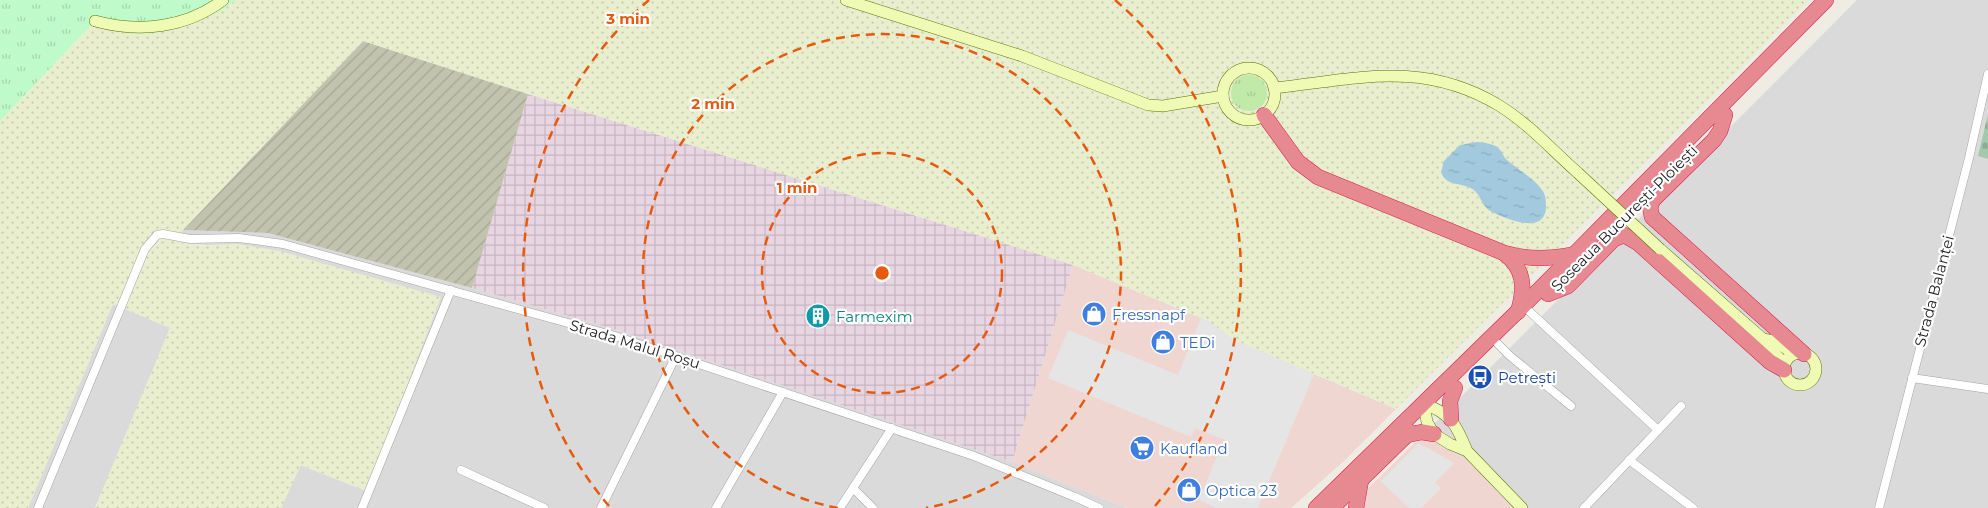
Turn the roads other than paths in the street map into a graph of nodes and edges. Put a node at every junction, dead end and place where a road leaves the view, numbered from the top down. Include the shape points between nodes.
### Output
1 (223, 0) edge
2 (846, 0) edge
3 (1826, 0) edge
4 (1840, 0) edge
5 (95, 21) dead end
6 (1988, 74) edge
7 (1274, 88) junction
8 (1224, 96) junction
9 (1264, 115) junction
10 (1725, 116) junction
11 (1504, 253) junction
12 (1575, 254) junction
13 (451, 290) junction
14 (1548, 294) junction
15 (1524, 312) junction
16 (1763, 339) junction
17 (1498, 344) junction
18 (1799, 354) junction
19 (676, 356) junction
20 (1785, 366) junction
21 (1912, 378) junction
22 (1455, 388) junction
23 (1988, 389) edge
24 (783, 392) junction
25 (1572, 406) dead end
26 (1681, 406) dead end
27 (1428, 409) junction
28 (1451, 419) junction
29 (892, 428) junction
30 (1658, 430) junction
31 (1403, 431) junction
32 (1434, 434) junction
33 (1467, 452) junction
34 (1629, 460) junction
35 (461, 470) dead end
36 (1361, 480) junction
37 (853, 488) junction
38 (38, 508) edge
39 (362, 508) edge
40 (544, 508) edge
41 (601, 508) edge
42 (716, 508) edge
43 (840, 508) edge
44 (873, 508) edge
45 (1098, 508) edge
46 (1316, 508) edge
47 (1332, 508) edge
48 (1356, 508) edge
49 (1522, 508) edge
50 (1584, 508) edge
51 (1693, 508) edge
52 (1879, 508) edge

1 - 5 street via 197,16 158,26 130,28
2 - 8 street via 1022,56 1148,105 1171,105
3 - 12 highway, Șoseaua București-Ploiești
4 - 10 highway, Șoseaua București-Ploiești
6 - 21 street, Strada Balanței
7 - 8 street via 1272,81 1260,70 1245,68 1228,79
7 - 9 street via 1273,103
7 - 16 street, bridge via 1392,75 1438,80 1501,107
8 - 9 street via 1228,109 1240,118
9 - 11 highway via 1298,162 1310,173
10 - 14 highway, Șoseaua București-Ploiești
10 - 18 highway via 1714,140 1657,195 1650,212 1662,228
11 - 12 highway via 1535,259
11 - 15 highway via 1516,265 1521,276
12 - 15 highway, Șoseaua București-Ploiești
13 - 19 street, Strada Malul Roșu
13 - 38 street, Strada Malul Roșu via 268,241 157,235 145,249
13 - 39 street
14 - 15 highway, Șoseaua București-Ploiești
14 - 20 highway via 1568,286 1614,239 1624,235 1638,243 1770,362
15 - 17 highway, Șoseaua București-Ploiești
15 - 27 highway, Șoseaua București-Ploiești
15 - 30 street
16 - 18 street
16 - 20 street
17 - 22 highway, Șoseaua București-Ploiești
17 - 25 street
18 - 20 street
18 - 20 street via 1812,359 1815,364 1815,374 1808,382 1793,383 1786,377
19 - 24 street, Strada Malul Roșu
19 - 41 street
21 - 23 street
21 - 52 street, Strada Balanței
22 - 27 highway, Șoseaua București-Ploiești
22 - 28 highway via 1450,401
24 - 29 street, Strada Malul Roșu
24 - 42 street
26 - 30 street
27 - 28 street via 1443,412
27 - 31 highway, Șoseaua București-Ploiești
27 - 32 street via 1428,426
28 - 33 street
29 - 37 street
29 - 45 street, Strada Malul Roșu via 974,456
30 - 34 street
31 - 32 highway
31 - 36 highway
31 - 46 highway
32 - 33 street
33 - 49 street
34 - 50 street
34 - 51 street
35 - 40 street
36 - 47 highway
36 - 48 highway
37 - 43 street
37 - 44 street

# # # # #

• Task statement: Copy out the whole listing exactly, and don't carry over any pictures.

• Response to the exercise:
Turn the roads other than paths in the street map into a graph of nodes and edges. Put a node at every junction, dead end and place where a road leaves the view, numbered from the top down. Include the shape points between nodes.
### Output
1 (223, 0) edge
2 (846, 0) edge
3 (1826, 0) edge
4 (1840, 0) edge
5 (95, 21) dead end
6 (1988, 74) edge
7 (1274, 88) junction
8 (1224, 96) junction
9 (1264, 115) junction
10 (1725, 116) junction
11 (1504, 253) junction
12 (1575, 254) junction
13 (451, 290) junction
14 (1548, 294) junction
15 (1524, 312) junction
16 (1763, 339) junction
17 (1498, 344) junction
18 (1799, 354) junction
19 (676, 356) junction
20 (1785, 366) junction
21 (1912, 378) junction
22 (1455, 388) junction
23 (1988, 389) edge
24 (783, 392) junction
25 (1572, 406) dead end
26 (1681, 406) dead end
27 (1428, 409) junction
28 (1451, 419) junction
29 (892, 428) junction
30 (1658, 430) junction
31 (1403, 431) junction
32 (1434, 434) junction
33 (1467, 452) junction
34 (1629, 460) junction
35 (461, 470) dead end
36 (1361, 480) junction
37 (853, 488) junction
38 (38, 508) edge
39 (362, 508) edge
40 (544, 508) edge
41 (601, 508) edge
42 (716, 508) edge
43 (840, 508) edge
44 (873, 508) edge
45 (1098, 508) edge
46 (1316, 508) edge
47 (1332, 508) edge
48 (1356, 508) edge
49 (1522, 508) edge
50 (1584, 508) edge
51 (1693, 508) edge
52 (1879, 508) edge

1 - 5 street via 197,16 158,26 130,28
2 - 8 street via 1022,56 1148,105 1171,105
3 - 12 highway, Șoseaua București-Ploiești
4 - 10 highway, Șoseaua București-Ploiești
6 - 21 street, Strada Balanței
7 - 8 street via 1272,81 1260,70 1245,68 1228,79
7 - 9 street via 1273,103
7 - 16 street, bridge via 1392,75 1438,80 1501,107
8 - 9 street via 1228,109 1240,118
9 - 11 highway via 1298,162 1310,173
10 - 14 highway, Șoseaua București-Ploiești
10 - 18 highway via 1714,140 1657,195 1650,212 1662,228
11 - 12 highway via 1535,259
11 - 15 highway via 1516,265 1521,276
12 - 15 highway, Șoseaua București-Ploiești
13 - 19 street, Strada Malul Roșu
13 - 38 street, Strada Malul Roșu via 268,241 157,235 145,249
13 - 39 street
14 - 15 highway, Șoseaua București-Ploiești
14 - 20 highway via 1568,286 1614,239 1624,235 1638,243 1770,362
15 - 17 highway, Șoseaua București-Ploiești
15 - 27 highway, Șoseaua București-Ploiești
15 - 30 street
16 - 18 street
16 - 20 street
17 - 22 highway, Șoseaua București-Ploiești
17 - 25 street
18 - 20 street
18 - 20 street via 1812,359 1815,364 1815,374 1808,382 1793,383 1786,377
19 - 24 street, Strada Malul Roșu
19 - 41 street
21 - 23 street
21 - 52 street, Strada Balanței
22 - 27 highway, Șoseaua București-Ploiești
22 - 28 highway via 1450,401
24 - 29 street, Strada Malul Roșu
24 - 42 street
26 - 30 street
27 - 28 street via 1443,412
27 - 31 highway, Șoseaua București-Ploiești
27 - 32 street via 1428,426
28 - 33 street
29 - 37 street
29 - 45 street, Strada Malul Roșu via 974,456
30 - 34 street
31 - 32 highway
31 - 36 highway
31 - 46 highway
32 - 33 street
33 - 49 street
34 - 50 street
34 - 51 street
35 - 40 street
36 - 47 highway
36 - 48 highway
37 - 43 street
37 - 44 street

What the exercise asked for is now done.